Para a polícia, conseguir despertar as pessoas para os sinais do abuso ainda no início pra criança não ser submetida aos crimes durante anos, esse é um grande desafio. A delegada alerta que quando esses sinais são percebidos de forma precoce, muitos traumas podem ser evitados.

Consequências psicológicas

Sandra Maria de Souza Barilli, psicanalista e doutoranda em psicologia pela Universidade de Ciências Empresariais e Sociais (UCES) em Buenos Aires, na Argentina, pesquisa atualmente os desejos e defesas das mulheres que vivenciaram o abuso sexual na infância.

Como estudiosa da área de traumas difíceis, principalmente aqueles causados em decorrência de abuso sexual, Barilli, afirma que essas consequências para o psiquísmo ou organismo humano, podem ser observadas a curto e a longo prazo.

Não é atoa que a violência sexual está classificada como um dos piores traumas da humanidade, perdendo até mesmo para os traumas de guerra. “São os piores porque são tipos de conteúdos que podem contribuir para uma formação da estrutura psíquica que não seja uma estrutura favorável para o indivíduo”, comenta a especialista.

De forma imediata, ao ser abusada, a criança entra numa confusão mental que pode misturar um possível ‘prazer’ e a não compreensão. Em decorrência dessa confusão mental, duas coisas podem ocorrer. “ A criança pode reprimir esse conteúdo tornando assim a vida mais possível naquele momento, mas se esses mecanismos de defesa não estiverem prontos, ocorre o que chamamos de implosão interna”, explica a psicanalista, ao destacar que a criança não consegue processar todo aquele conteúdo.

“Quando tais conteúdos são maiores do que se pode suportar eles funcionam como um material indigesto e de alguma forma farão mal. Assim, esse material é jogado no inconsciente”, detalha.

De uma forma prática, Barilli explica que a criança irá mudar de comportamento. Ela pode se tornar mais agressiva, começar a comer mais ou não comer de jeito nenhum, passar a ter problemas alimentares, dificuldade para dormir ou mesmo ficar em um estado depressivo onde acaba dormindo muito. “Além disso, a criança pode desenvolver uma maturidade precoce e uma sexualidade precoce também”.

Quanto mais nova a criança, piores as consequências 

As consequências na vida adulta também são amplas, que também afeta a alimentação, desenvolve problemas com “pulsão de morte”, apresentar comportamentos autodestrutivos como o uso de drogas, uso de álcool, medo da vida, insegurança, sentimento de culpa, dificuldade em progredir na vida sexual e dificuldade em progredir nos diversos  relacionamentos.

“Muitas pessoas pensam: ‘Não, mas ele tinha só um aninho o bebê nunca vai lembrar disso’”, comenta Barilli, ao destacar que quanto mais nova a criança maiores serão as consequências.

A psicanalista explica que o psiquismo utiliza dos mecanismos de defesa para não ser destruído diante da exposição ao crime sexual.
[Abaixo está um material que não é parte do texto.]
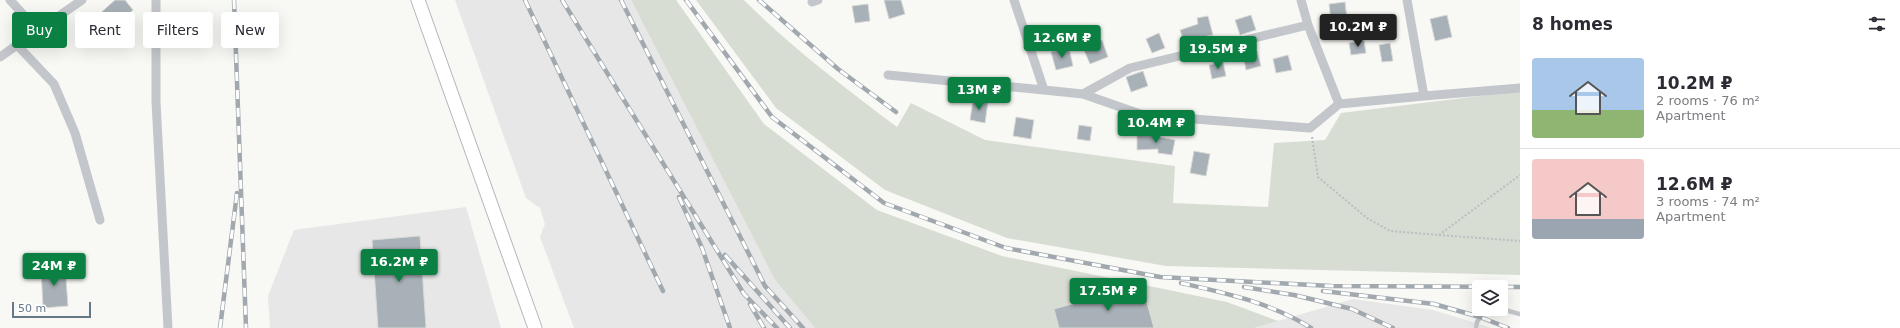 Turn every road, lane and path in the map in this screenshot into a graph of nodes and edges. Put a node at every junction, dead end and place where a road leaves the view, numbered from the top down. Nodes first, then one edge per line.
1 (10, 0) edge
2 (82, 0) edge
3 (156, 0) edge
4 (418, 0) edge
5 (1014, 0) edge
6 (1301, 0) edge
7 (1407, 0) edge
8 (21, 12) edge
9 (65, 12) edge
10 (1308, 25) junction
11 (14, 48) edge
12 (19, 48) edge
13 (0, 57) edge
14 (888, 75) dead end
15 (1520, 88) edge
16 (1044, 90) junction
17 (1084, 94) junction
18 (1424, 96) junction
19 (1339, 104) junction
20 (1310, 128) junction
21 (1520, 175) edge
22 (100, 220) dead end
23 (1439, 235) junction
24 (1520, 241) edge
25 (1508, 311) edge
26 (1520, 314) edge
27 (1481, 316) edge
28 (168, 328) edge
29 (535, 328) edge
30 (1476, 328) edge

1 - 8 street
2 - 9 street
3 - 28 street
4 - 29 street
5 - 16 street
6 - 10 street
7 - 18 street
10 - 17 street
10 - 19 street
11 - 13 street
12 - 22 street
14 - 16 street
15 - 18 street
16 - 17 street
17 - 20 street
18 - 19 street
19 - 20 street
20 - 23 path
21 - 23 path
23 - 24 path
25 - 26 lane
27 - 30 lane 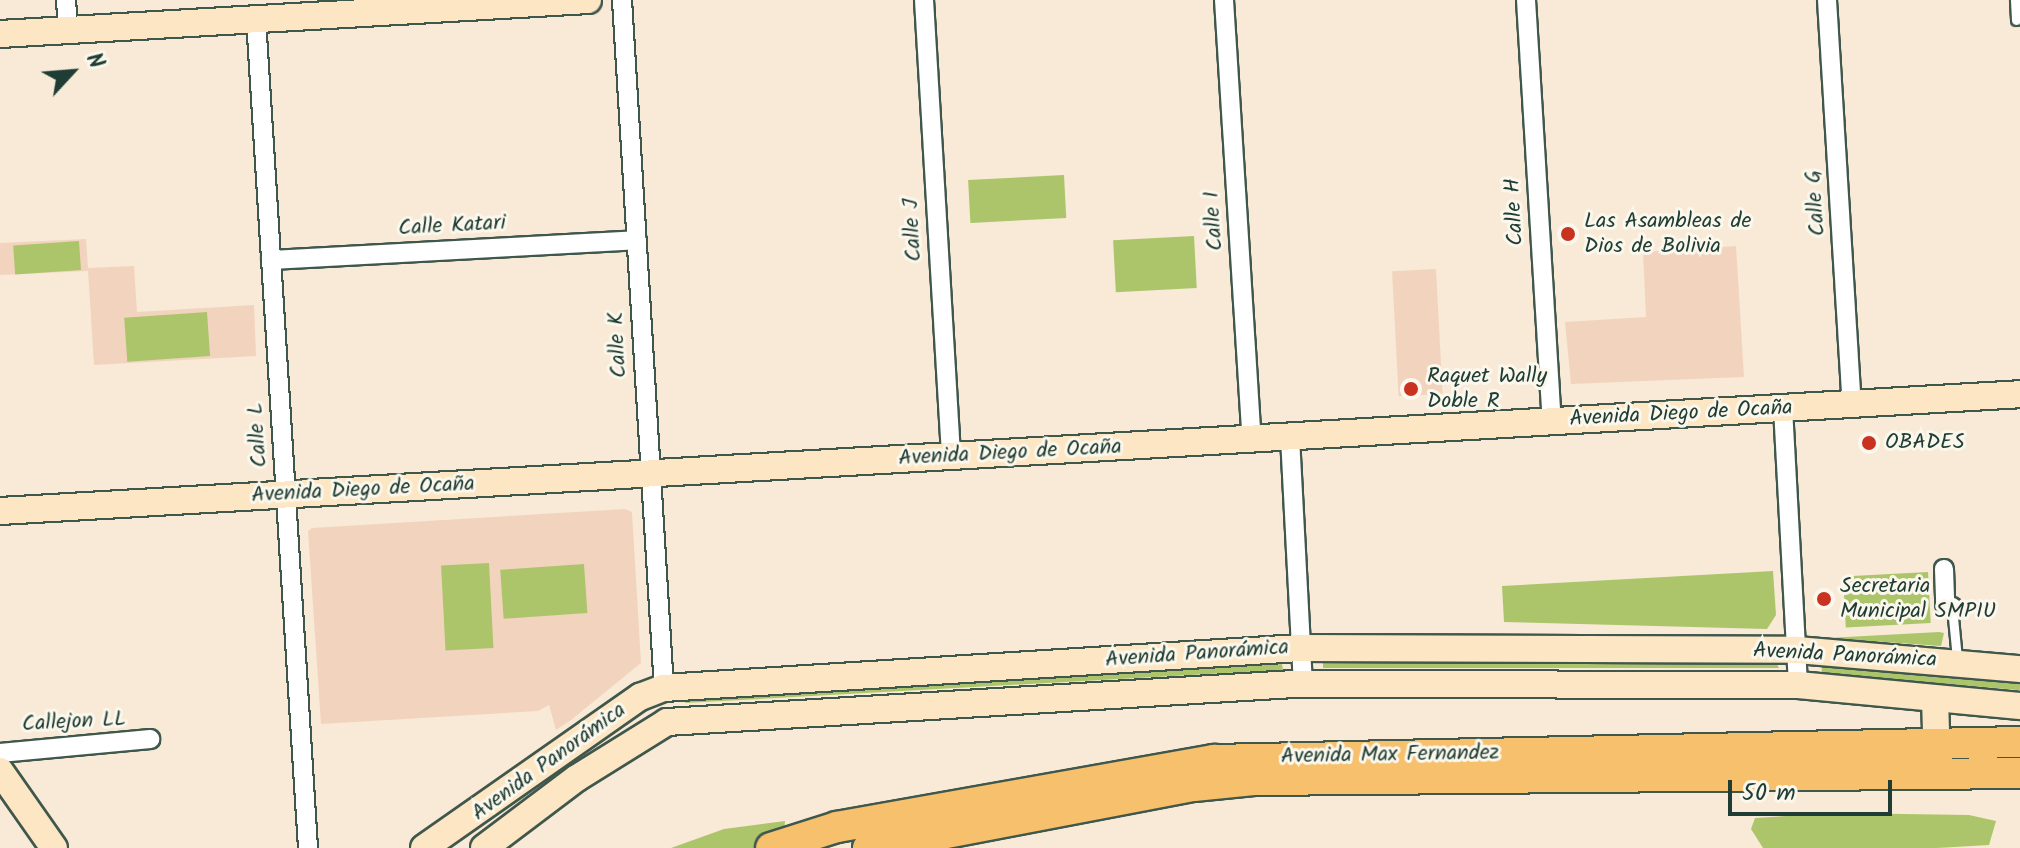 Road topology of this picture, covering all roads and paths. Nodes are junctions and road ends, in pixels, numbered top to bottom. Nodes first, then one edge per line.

Assim, a criança possui menos mecanismos de defesas desenvolvidos do que um adolescente por exemplo. “A pessoa com dezesseis anos passar pelo trauma do abuso sexual é terrível, mas a sua estrutura psíquica já está pronta. Agora no caso de uma criança de três aninhos, por exemplo, esses mecanismos ainda estão em formação e dessa forma, serão afetados”, explica a psicanalista.

Sandra orienta que é importante a percepção dos pais, responsáveis ou qualquer pessoa que observe a criança diariamente, para que essa vítima tenha ajuda profissional imediatamente e para que esta criança ou adolescente receba o acolhimento necessário. “Daquele momento em diante, essa criança precisa ser protegida, para que ela entenda que não é culpada e que existe um espaço para ela contar sem ser classificada de alguma forma ou condenada pelo que ela vivenciou”, finaliza.